= Brief =
The number needed is how many lines in these entries contain "above"; give it alone.

= Supplied records =
^^^^

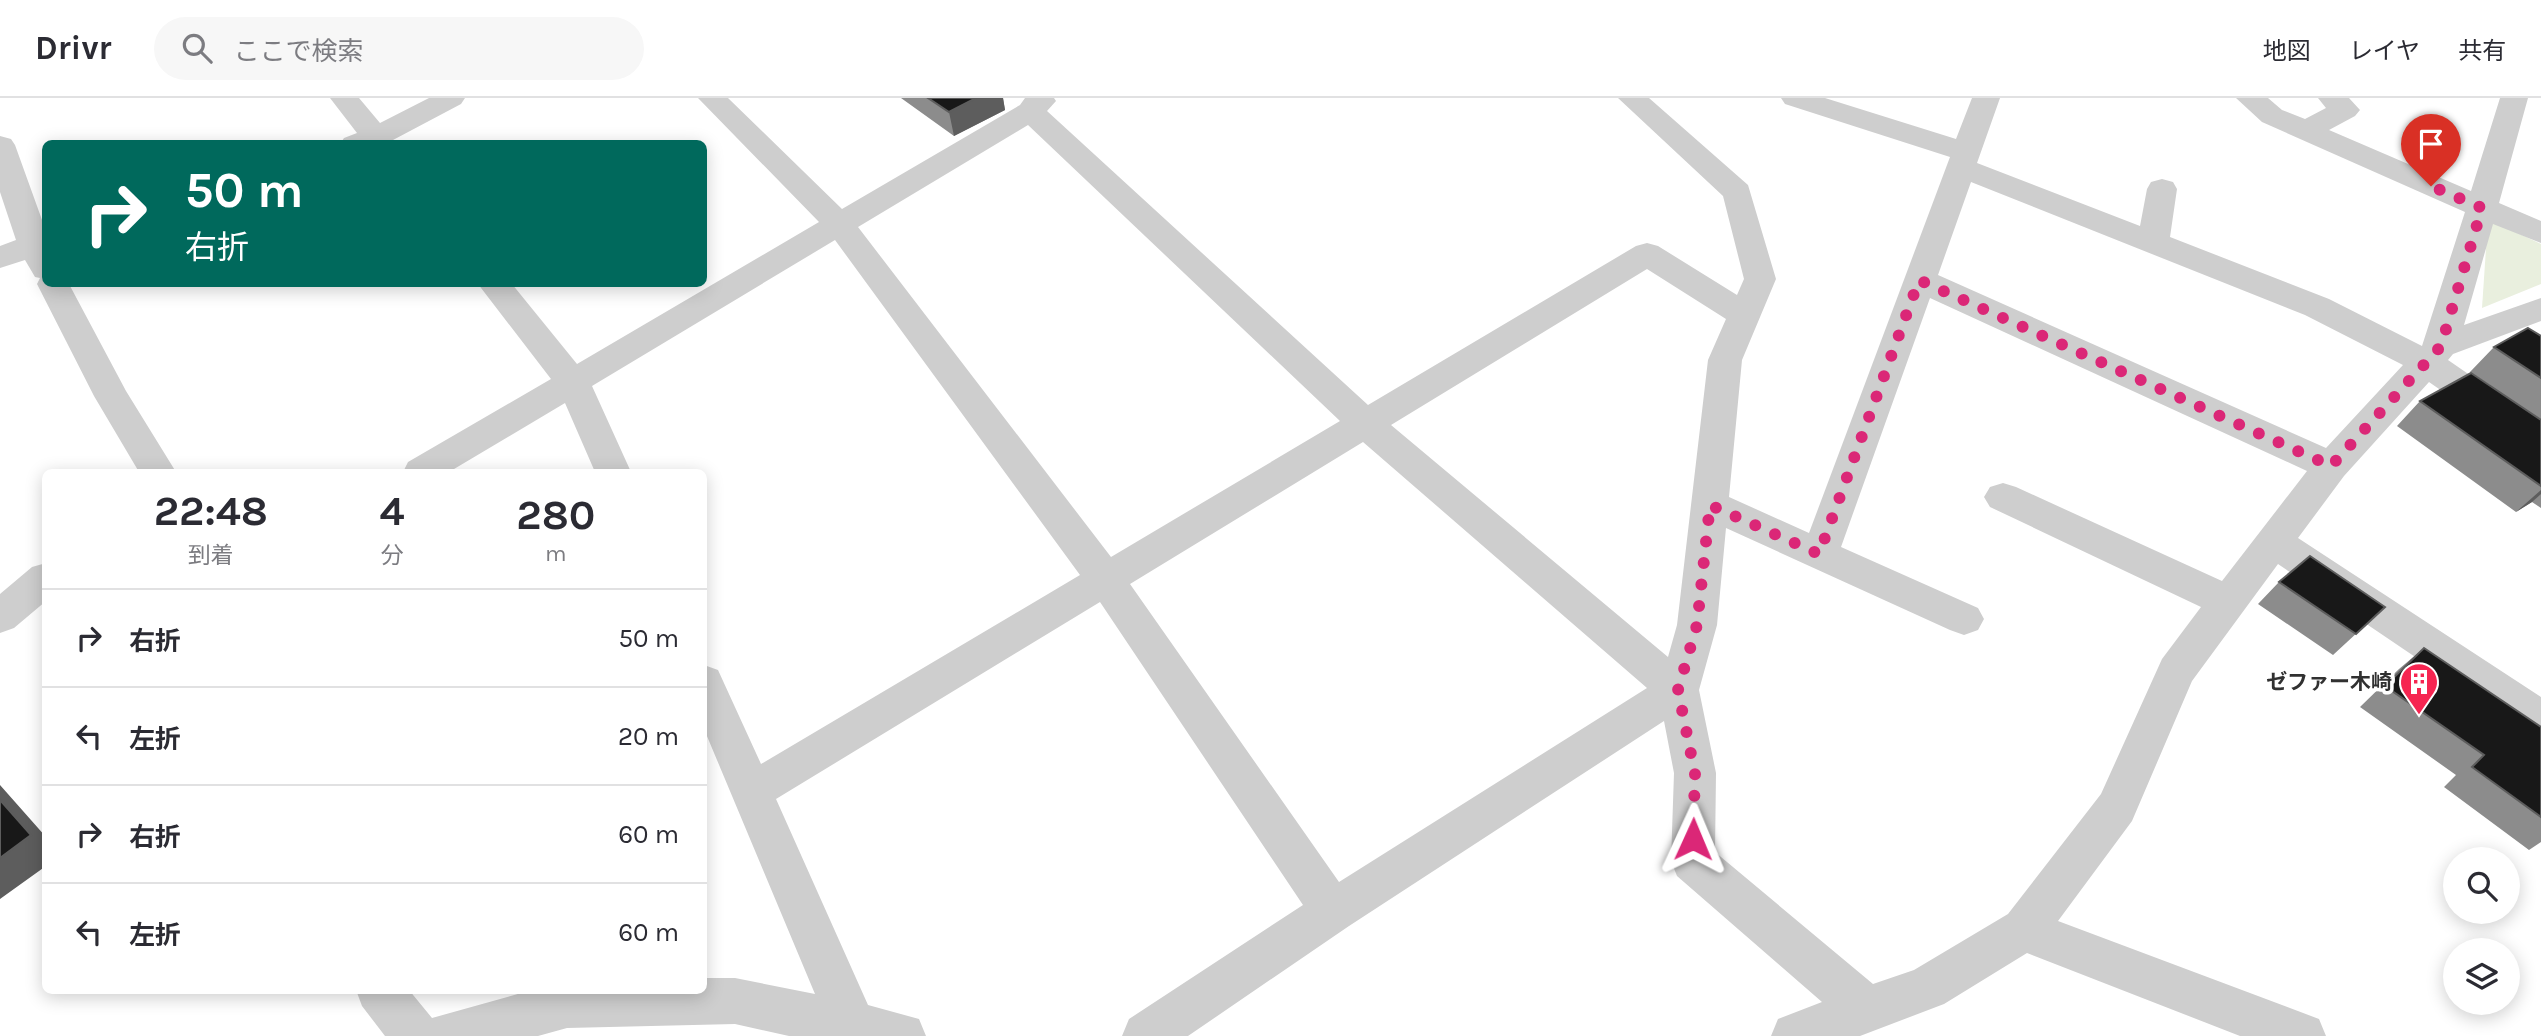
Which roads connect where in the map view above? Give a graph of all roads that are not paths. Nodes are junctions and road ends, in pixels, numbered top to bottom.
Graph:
1 (344, 98) edge
2 (451, 98) edge
3 (712, 98) edge
4 (1632, 98) edge
5 (1795, 98) edge
6 (1986, 98) edge
7 (2250, 98) edge
8 (2332, 98) edge
9 (2514, 98) edge
10 (1035, 104) edge
11 (2305, 131) junction
12 (370, 140) edge
13 (373, 140) edge
14 (0, 145) edge
15 (1963, 159) junction
16 (2162, 189) dead end
17 (2482, 208) junction
18 (841, 226) junction
19 (2541, 233) edge
20 (2153, 243) junction
21 (41, 251) edge
22 (0, 257) edge
23 (1919, 280) junction
24 (55, 287) edge
25 (496, 287) edge
26 (2541, 309) edge
27 (1745, 315) junction
28 (2433, 354) junction
29 (574, 384) junction
30 (1365, 423) junction
31 (2541, 442) edge
32 (2331, 466) junction
33 (156, 469) edge
34 (426, 469) edge
35 (612, 469) edge
36 (2003, 497) dead end
37 (1710, 505) junction
38 (2274, 542) junction
39 (1819, 554) junction
40 (42, 581) edge
41 (1107, 581) junction
42 (2228, 602) junction
43 (0, 617) edge
44 (1964, 619) dead end
45 (707, 689) edge
46 (1678, 690) junction
47 (2541, 719) edge
48 (751, 792) junction
49 (1333, 911) junction
50 (2024, 930) junction
51 (382, 994) edge
52 (1867, 1010) junction
53 (852, 1025) junction
54 (415, 1036) edge
55 (447, 1036) edge
56 (902, 1036) edge
57 (1146, 1036) edge
58 (1795, 1036) edge
59 (2302, 1036) edge

1 - 12 street
2 - 13 street
3 - 18 street
4 - 27 street
5 - 15 street
6 - 15 street
7 - 11 street
8 - 11 street
9 - 17 street
10 - 18 street
10 - 30 street
11 - 17 street
14 - 21 street
15 - 20 street
15 - 23 street
16 - 20 street
17 - 19 street
17 - 28 street
18 - 29 street
18 - 41 street
20 - 28 street
21 - 22 street
23 - 32 street
23 - 39 street
24 - 33 street
25 - 29 street
26 - 28 street
27 - 30 street
27 - 37 street
28 - 31 street
28 - 32 street
29 - 34 street
29 - 35 street
30 - 41 street
30 - 46 street
32 - 38 street
36 - 42 street
37 - 39 street
37 - 46 street
38 - 42 street
38 - 47 street
39 - 44 street
40 - 43 street
41 - 48 street
41 - 49 street
42 - 50 street
45 - 48 street
46 - 49 street
46 - 52 street
48 - 53 street
49 - 57 street
50 - 52 street
50 - 59 street
51 - 54 street
52 - 58 street
53 - 55 street
53 - 56 street

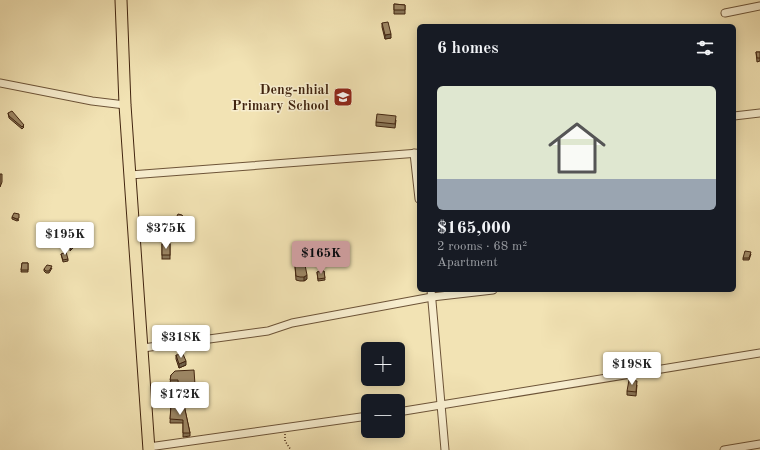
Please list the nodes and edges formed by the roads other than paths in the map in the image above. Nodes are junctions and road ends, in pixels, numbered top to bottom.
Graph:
1 (121, 0) edge
2 (760, 6) edge
3 (725, 12) dead end
4 (0, 83) edge
5 (125, 105) junction
6 (760, 113) edge
7 (736, 116) edge
8 (416, 153) edge
9 (417, 168) edge
10 (130, 175) junction
11 (462, 292) edge
12 (431, 294) edge
13 (143, 348) junction
14 (760, 352) edge
15 (440, 406) junction
16 (405, 411) edge
17 (361, 417) edge
18 (760, 444) edge
19 (149, 448) edge
20 (445, 450) edge
21 (724, 450) edge

1 - 5 main road
2 - 3 street
4 - 5 street
5 - 10 main road
6 - 7 street
8 - 9 street
8 - 10 street
10 - 13 main road
11 - 12 street
12 - 13 street
12 - 15 street
13 - 19 main road
14 - 15 street
15 - 16 street
15 - 20 street
17 - 19 street
18 - 21 street

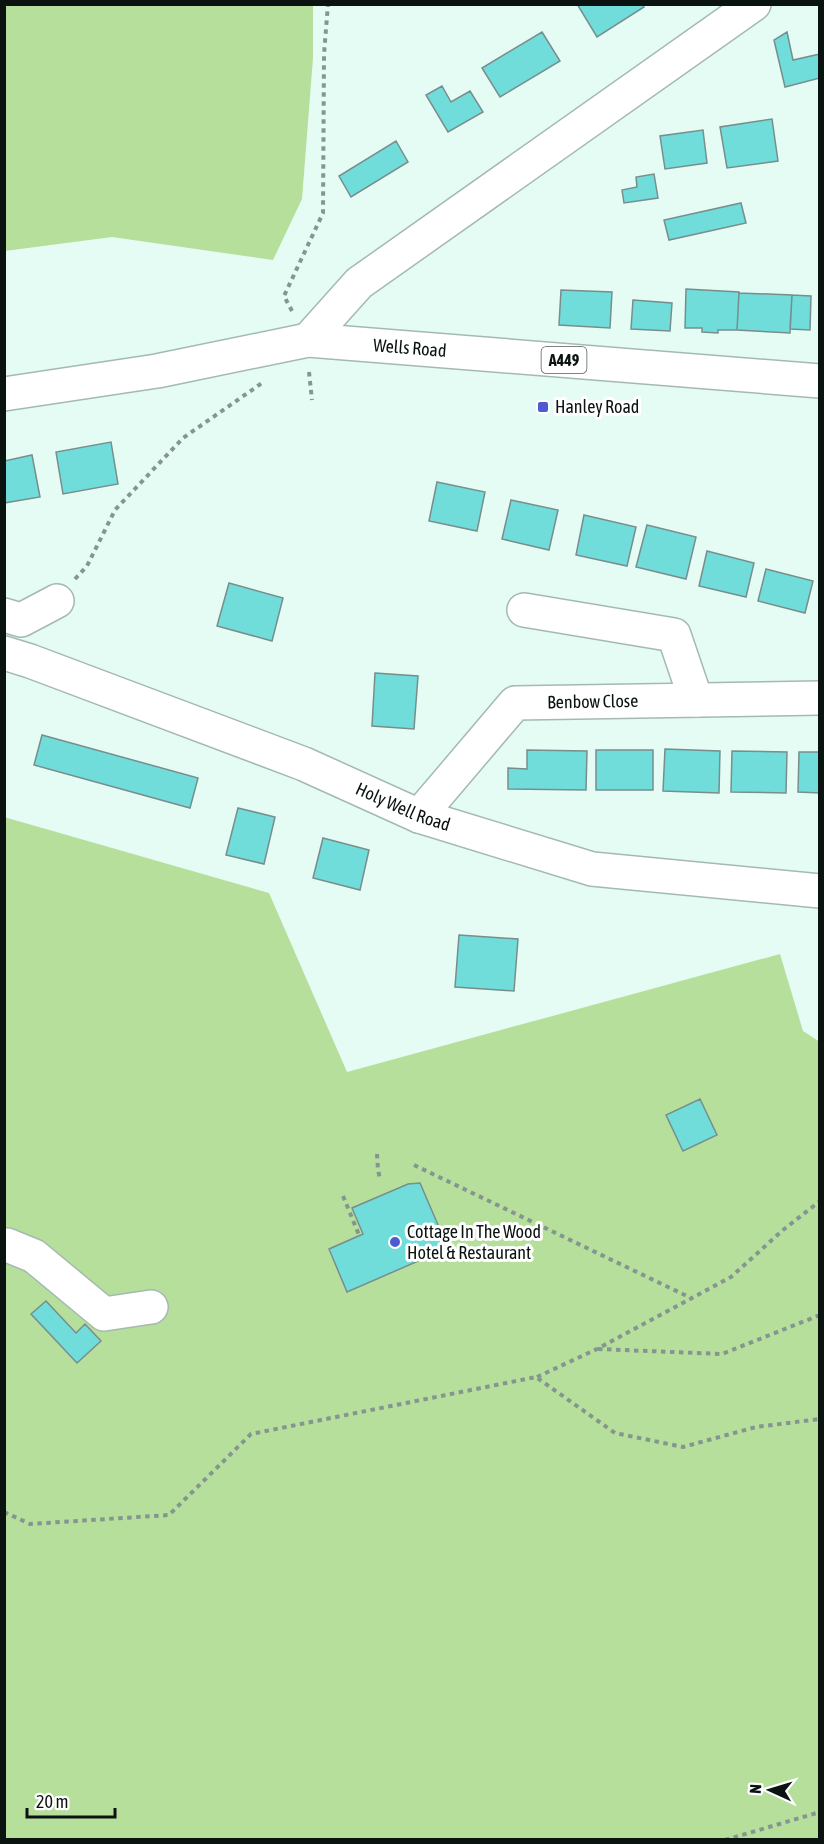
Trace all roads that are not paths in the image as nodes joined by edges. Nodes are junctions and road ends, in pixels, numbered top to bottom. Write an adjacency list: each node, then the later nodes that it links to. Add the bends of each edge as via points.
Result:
1 (754, 4): 2 (main road, via 359,283)
2 (308, 351): 3 (main road, Wells Road / A449); 4 (main road, Wells Road / A449)
3 (819, 381)
4 (4, 394)
5 (57, 601): 7 (main road, via 21,620)
6 (524, 610): 10 (main road, via 674,635)
7 (4, 615)
8 (4, 653): 11 (main road, Holy Well Road, via 304,764)
9 (819, 698): 10 (main road, Benbow Close)
10 (696, 700): 11 (main road, Benbow Close, via 515,703)
11 (419, 816): 12 (main road, Holy Well Road, via 592,869)
12 (819, 891)
13 (4, 1245): 14 (main road, via 34,1256 104,1314)
14 (151, 1307)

^^^^

= Task output =
2